La presidente encargada de Venezuela, Delcy Rodríguez, anunció que el próximo 1 de mayo se aplicará un incremento salarial, aunque sin precisar si se trata del salario mínimo o de los ingresos complementarios que reciben los trabajadores públicos.
Durante un mensaje al país, la mandataria aseguró que el ajuste será “responsable”, en un intento por evitar mayores presiones inflacionarias en medio de la crisis económica que atraviesa la nación.
Rodríguez también confirmó que recientemente se incrementaron bonificaciones para empleados públicos, las cuales forman parte del ingreso mensual pero no inciden en beneficios laborales, un esquema que se mantiene desde hace años.

La mandataria explicó que el objetivo es lograr una recuperación gradual del poder adquisitivo, vinculada al crecimiento económico en sectores como hidrocarburos y minería.
“Nuestro objetivo es recuperar de forma sostenida el ingreso de los trabajadores”, expresó, al destacar que cualquier mejora dependerá de la disponibilidad de recursos del Estado.

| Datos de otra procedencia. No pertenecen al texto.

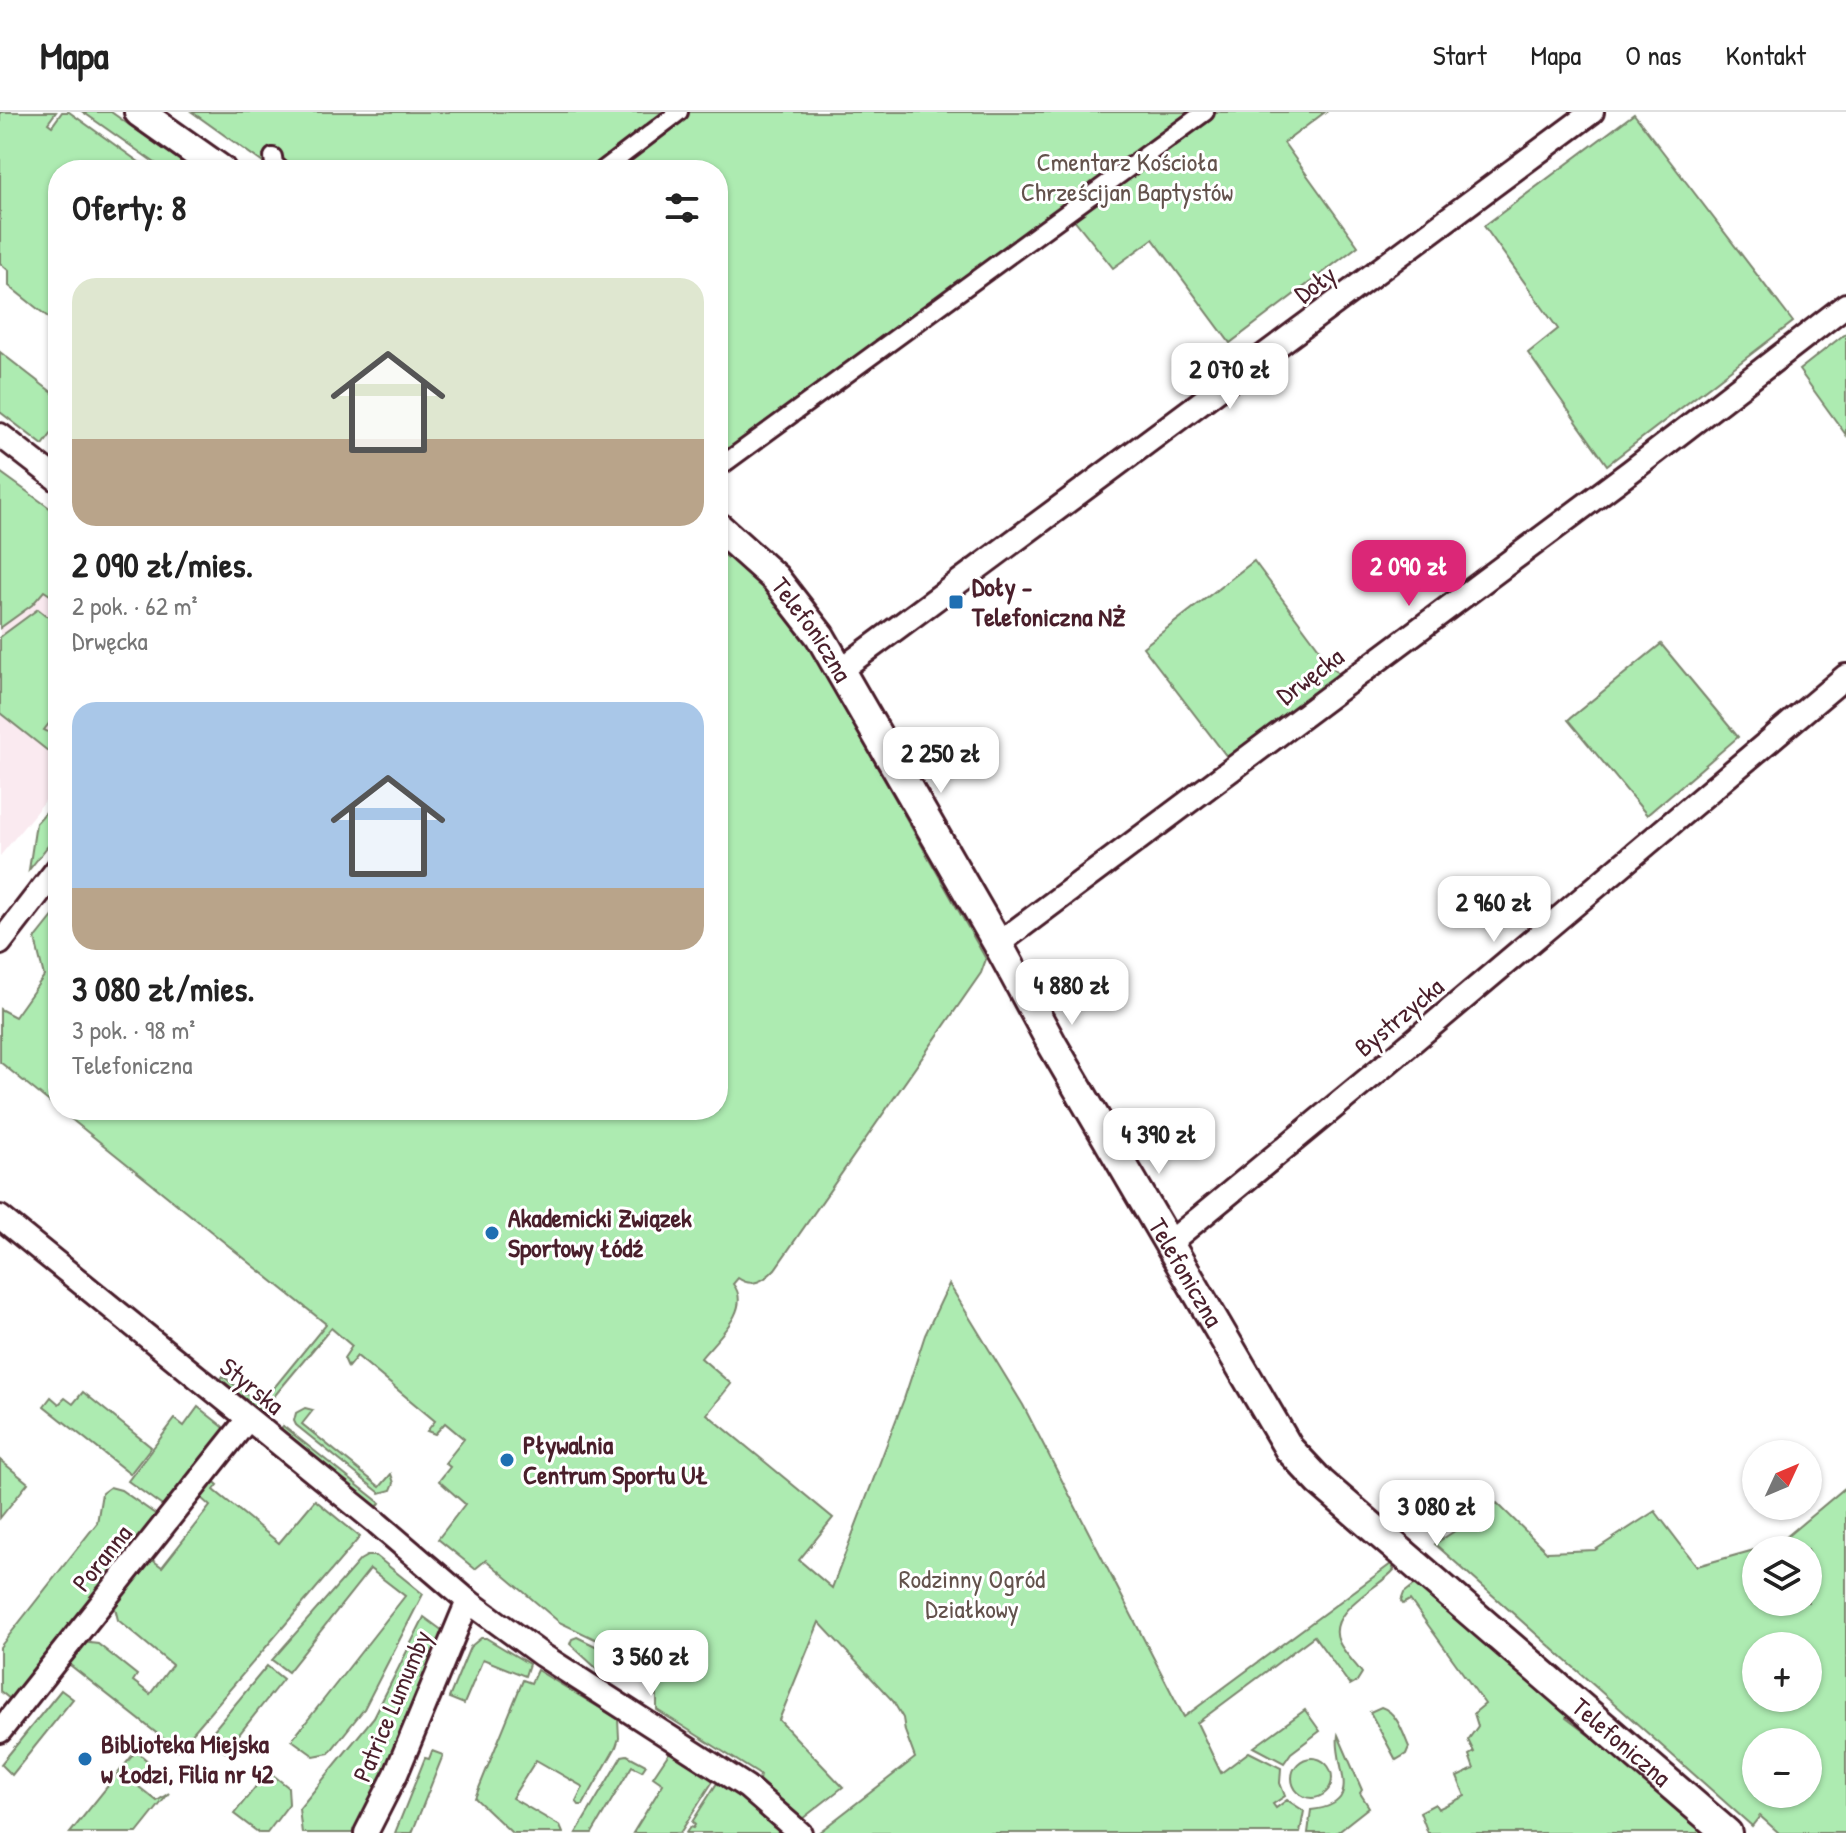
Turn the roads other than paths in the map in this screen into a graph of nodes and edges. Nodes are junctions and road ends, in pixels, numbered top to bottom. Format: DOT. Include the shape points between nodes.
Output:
graph roads {
  1 [pos="139,112"];
  2 [pos="679,112"];
  3 [pos="1205,112"];
  4 [pos="1592,112"];
  5 [pos="207,160"];
  6 [pos="616,160"];
  7 [pos="1846,305"];
  8 [pos="0,435"];
  9 [pos="728,461"];
  10 [pos="48,472"];
  11 [pos="728,536"];
  12 [pos="839,671"];
  13 [pos="1846,676"];
  14 [pos="48,881"];
  15 [pos="0,943"];
  16 [pos="998,944"];
  17 [pos="0,1217"];
  18 [pos="1168,1244"];
  19 [pos="248,1419"];
  20 [pos="468,1601"];
  21 [pos="0,1731"];
  22 [pos="366,1833"];
  23 [pos="800,1833"];
  24 [pos="1727,1833"];
  1 -- 5 [label="street"];
  2 -- 6 [label="street"];
  3 -- 9 [label="street"];
  4 -- 12 [label="street, Doły"];
  7 -- 16 [label="street, Drwęcka"];
  8 -- 10 [label="street"];
  11 -- 12 [label="street, Telefoniczna" via="786,591"];
  12 -- 16 [label="street, Telefoniczna"];
  13 -- 18 [label="street, Bystrzycka"];
  14 -- 15 [label="street"];
  16 -- 18 [label="street, Telefoniczna"];
  17 -- 19 [label="street, Styrska"];
  18 -- 24 [label="street, Telefoniczna" via="1278,1433 1306,1468"];
  19 -- 20 [label="street, Styrska"];
  19 -- 21 [label="street, Poranna"];
  20 -- 22 [label="street, Patrice Lumumby"];
  20 -- 23 [label="street, Styrska" via="747,1787"];
}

Actualmente, el salario mínimo en Venezuela permanece congelado desde marzo de 2022, con un valor simbólico debido a la inflación, mientras la mayoría de trabajadores depende de bonos para subsistir.
Rodríguez anunció además la creación de una comisión para el diálogo laboral, en respuesta a las protestas de trabajadores que exigen mejoras salariales y condiciones dignas.
La iniciativa busca reunir a distintos sectores para discutir políticas que permitan fortalecer el ingreso y la estabilidad laboral, en medio de un contexto de alta presión social.
Asimismo, informó la conformación de otra comisión para evaluar los activos estratégicos del país, y convocó una movilización nacional contra las sanciones que se extenderá hasta el 1 de mayo en Caracas.
Además, expertos señalan que cualquier aumento salarial anunciado por el Gobierno deberá enfrentar el desafío de la inflación persistente y la devaluación del bolívar, factores que han erosionado el poder adquisitivo de los trabajadores en los últimos años. En ese contexto, distintos sectores laborales mantienen expectativas moderadas, insistiendo en que los ajustes deben ir acompañados de políticas económicas sostenibles que garanticen mejoras reales y duraderas en la calidad de vida.